Erik De Los Santos

Personal information
- Full name: Gonzalo Erik De Los Santos Olivera
- Date of birth: 16 January 1999 (age 27)
- Place of birth: Montevideo, Uruguay
- Height: 1.70 m (5 ft 7 in)
- Position: Midfielder

Team information
- Current team: Racing Montevideo

Youth career
- Peñarol

Senior career*
- Years: Team / Apps / (Gls)
- 2019–2021: Peñarol / 0 / (0)
- 2020: → Villa Española (loan) / 21 / (1)
- 2021–: Racing Montevideo / 94 / (7)
- 2025: → Unión La Calera (loan) / 27 / (1)

International career^{‡}
- 2017: Uruguay U18 / 4 / (0)
- 2018–2019: Uruguay U20 / 15 / (1)

= Erik De Los Santos =

Uruguayan footballer

Gonzalo Erik De Los Santos (born 16 January 1999), known as Erik De Los Santos, is a Uruguayan footballer who plays as a midfielder for Racing Club de Montevideo.

==Club career==
A product of Peñarol, De Los Santos was loaned out to Villa Española in 2020. The next year, he signed with Racing Club de Montevideo, with whom he won the Uruguayan Segunda División in 2022 and got the promotion to the top level and took part in the 2024 Copa Sudamericana.

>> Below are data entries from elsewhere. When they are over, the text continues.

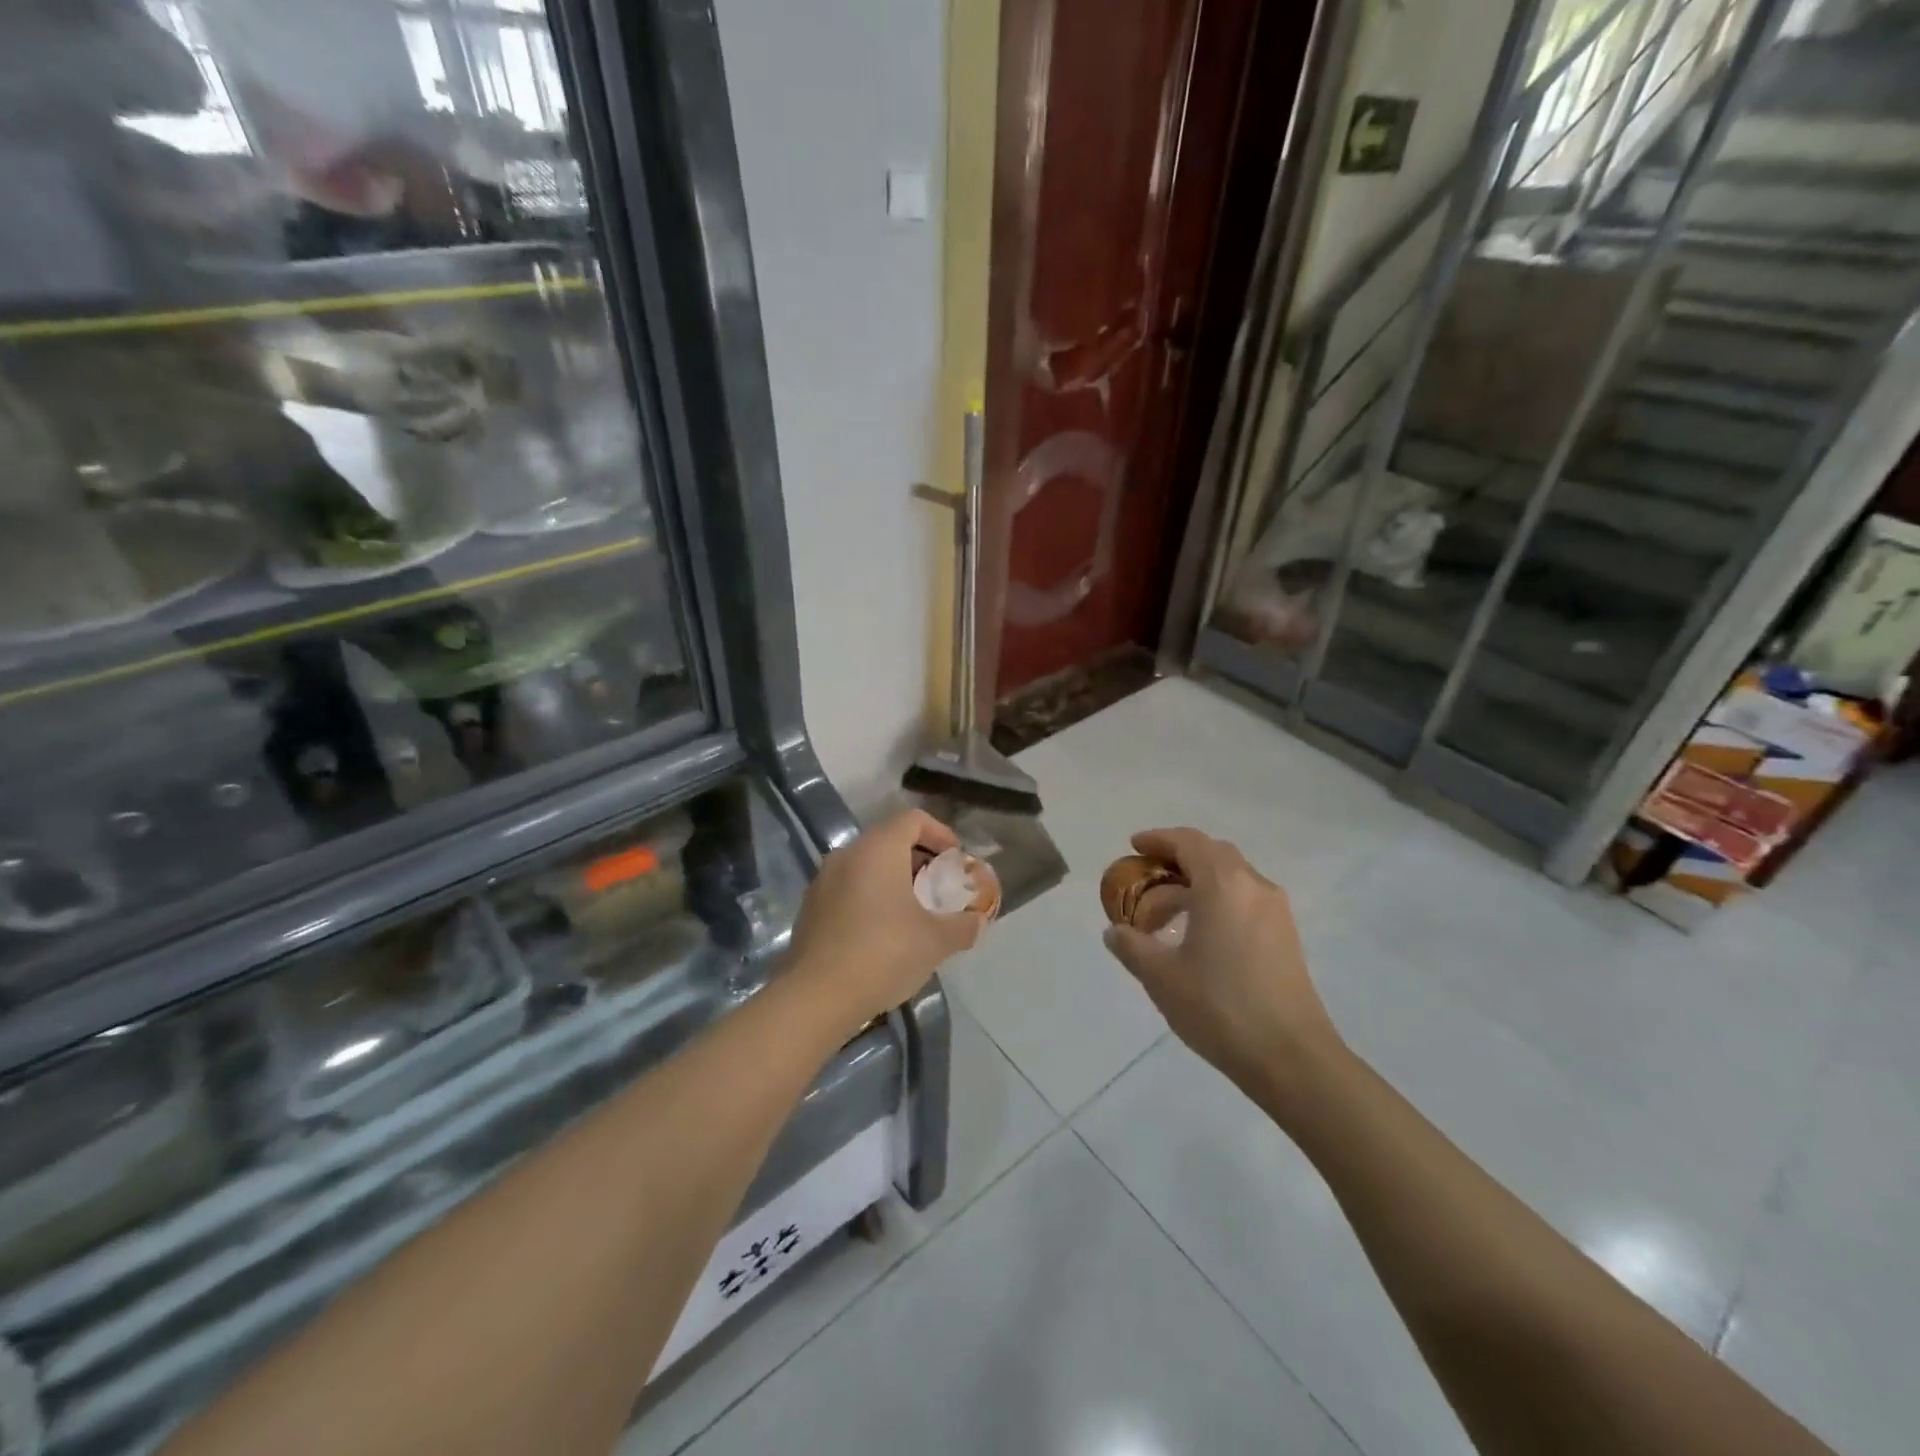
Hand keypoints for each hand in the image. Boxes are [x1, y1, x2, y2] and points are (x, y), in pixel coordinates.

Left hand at [787, 809, 985, 1029]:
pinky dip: (871, 897)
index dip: (940, 833)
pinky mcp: (810, 908)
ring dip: (894, 879)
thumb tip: (978, 921)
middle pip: (889, 840)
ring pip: (866, 865)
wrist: (816, 997)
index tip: (956, 860)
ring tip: (915, 912)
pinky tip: (884, 932)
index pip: (912, 819)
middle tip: (939, 887)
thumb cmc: (883, 954)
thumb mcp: (935, 941)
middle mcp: (847, 855)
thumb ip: (963, 926)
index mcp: (877, 850)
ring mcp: (823, 881)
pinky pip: (848, 888)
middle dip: (919, 859)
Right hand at [1101, 828, 1342, 1108]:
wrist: (1291, 1057)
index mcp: (1223, 885)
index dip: (1158, 839)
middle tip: (1147, 878)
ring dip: (1197, 883)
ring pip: (1231, 878)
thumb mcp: (1161, 977)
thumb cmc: (1219, 1007)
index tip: (1134, 846)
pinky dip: (1217, 901)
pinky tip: (1199, 934)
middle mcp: (1254, 886)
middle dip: (1177, 859)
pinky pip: (1245, 899)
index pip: (1188, 842)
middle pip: (1213, 854)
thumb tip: (1114, 932)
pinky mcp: (1286, 936)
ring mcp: (1275, 911)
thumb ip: (1132, 946)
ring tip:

In 2025, De Los Santos moved to Chile and signed with Unión La Calera.

==International career==
De Los Santos represented Uruguay at under-18 level in four friendly matches.

At under-20 level, De Los Santos played 15 matches in total and scored one goal. He made appearances at friendly matches, the 2018 South American Games and the 2019 South American Championship.

De Los Santos made his debut for the Uruguay local national team in a friendly against the Brazilian club Grêmio on 5 December 2024.